[Stored items]
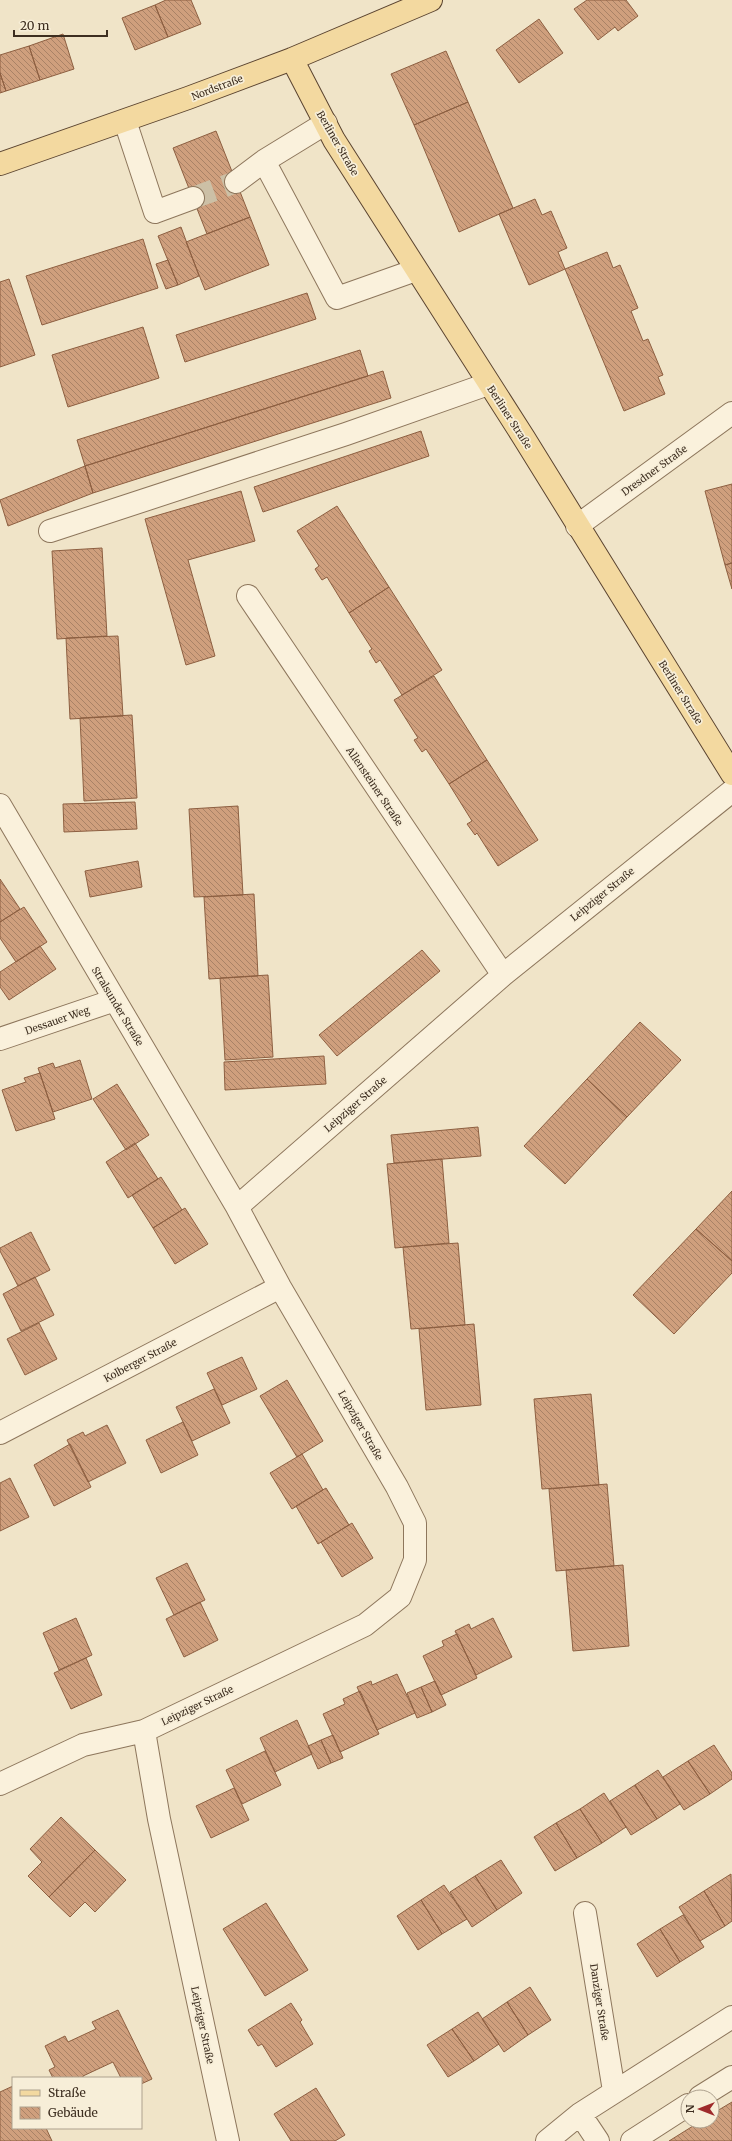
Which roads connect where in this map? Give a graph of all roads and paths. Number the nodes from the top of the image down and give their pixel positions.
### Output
1 (431, 0) edge
2 (409, 5) edge
3 (292, 59) junction
4 (125, 121) junction
5 (326, 123) junction
6 (264, 161) junction
7 (0, 164) edge
8 (236, 182) tunnel mouth
9 (193, 198) tunnel mouth
10 (416, 270) junction
11 (488, 384) junction
12 (732, 414) edge
13 (577, 526) junction
14 (50, 531) dead end
15 (248, 596) dead end
16 (732, 774) edge
17 (732, 791) edge
18 (0, 805) edge
19 (503, 975) junction
20 (115, 1000) junction
21 (0, 1039) edge
22 (237, 1207) junction
23 (280, 1287) junction
24 (0, 1433) edge
25 (144, 1731) junction
26 (0, 1784) edge
27 (585, 1913) dead end
28 (732, 2017) edge
29 (732, 2077) edge
30 (713, 2089) edge
31 (614, 2091) junction
32 (680, 2110) edge
33 (580, 2114) junction
34 (550, 2140) edge
35 (228, 2141) edge
36 (598, 2141) edge
37 (632, 2141) edge

1 - 2 main road, Nordstraße
2 - 3 main road, Nordstraße
3 - 4 main road, Nordstraße
3 - 5 main road, Berliner Straße
4 - 7 main road, Nordstraße
4 - 9 street
5 - 6 street
5 - 10 main road, Berliner Straße
6 - 8 street
6 - 10 street
10 - 11 main road, Berliner Straße
11 - 13 main road, Berliner Straße
11 - 14 street
12 - 13 street, Dresdner Straße
13 - 16 main road, Berliner Straße
15 - 19 street, Allensteiner Straße
17 - 19 street, Leipziger Straße
18 - 20 street, Stralsunder Straße
19 - 22 street, Leipziger Straße
20 - 21 street, Dessauer Weg
20 - 22 street, Stralsunder Straße
22 - 23 street, Leipziger Straße
23 - 24 street, Kolberger Straße
23 - 25 street, Leipziger Straße
25 - 26 street
25 - 35 street, Leipziger Straße
27 - 31 street, Danziger Straße
28 - 31 street
29 - 30 street
31 - 33 street
32 - 37 street
33 - 34 street
33 - 36 street

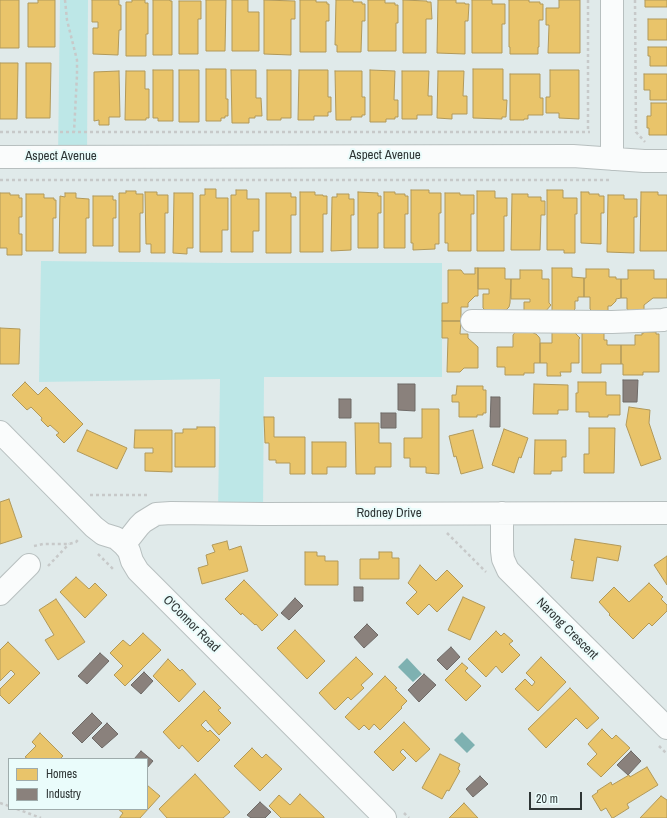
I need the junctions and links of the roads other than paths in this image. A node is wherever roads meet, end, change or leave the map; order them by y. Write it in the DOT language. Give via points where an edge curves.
graph roads {
  1 [pos="612,0"];
  2 [pos="0,157"];
  3 [pos="612,159"];
  4 [pos="667,161"];
  5 [pos="667,319"];
  6 [pos="472,321"];
  7 [pos="0,432"];
  8 [pos="667,513"];
  9 [pos="502,514"];
  10 [pos="124,545"];
  11 [pos="29,565"];
  12 [pos="0,594"];
  13 [pos="667,728"];
  14 [pos="385,818"];
  1 -- 3 [label="street"];
  2 -- 3 [label="street, Aspect Avenue" via="573,156"];
  3 -- 4 [label="street, Aspect Avenue"];
  5 -- 6 [label="street" via="612,322"];
  7 -- 10 [label="street" via="94,527"];
  8 -- 9 [label="street, Rodney Drive"];
  9 -- 10 [label="street, Rodney Drive" via="167,513 156,514 143,522"];
  9 -- 13 [label="street, Narong Crescent" via="502,551 508,570"];
  10 -- 14 [label="street, O'Connor Road" via="138,571"];
  11 -- 12 [label="street"];
}
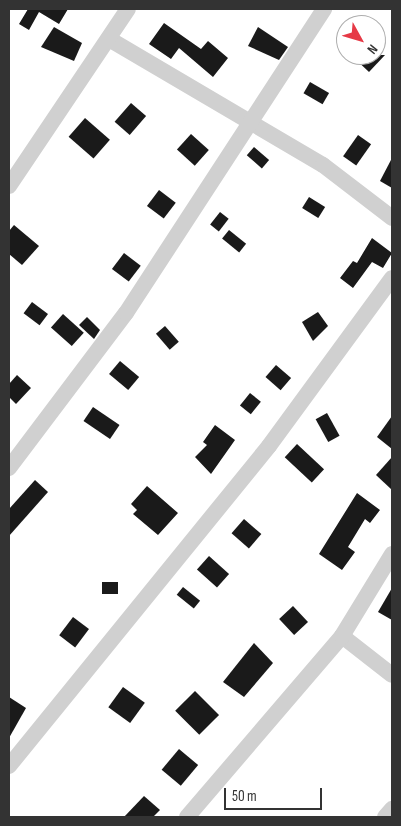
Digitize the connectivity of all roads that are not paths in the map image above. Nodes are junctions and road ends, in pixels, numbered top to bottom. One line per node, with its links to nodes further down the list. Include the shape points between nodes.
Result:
1 (128, 9): 3 (street)
2 (324, 9): 4 (street)
3 (109, 39): 4 (street); 5 (street)
4 (251, 121): 6 (street, via 322,165); 8 (street, via 126,313)
5 (9, 186)
6 (392, 218)
7 (392, 278): 12 (street, via 269,446)
8 (9, 468)
9 (392, 554): 10 (street)
10 (342, 636): 11 (street); 14 (street)
11 (392, 675)
12 (9, 766)
13 (392, 809): 15 (street)
14 (187, 817)
15 (385, 817)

** ACTION ITEM **
Tally the lines in the data that contain the string "down". Report only the total.

** ANSWER BOX **
2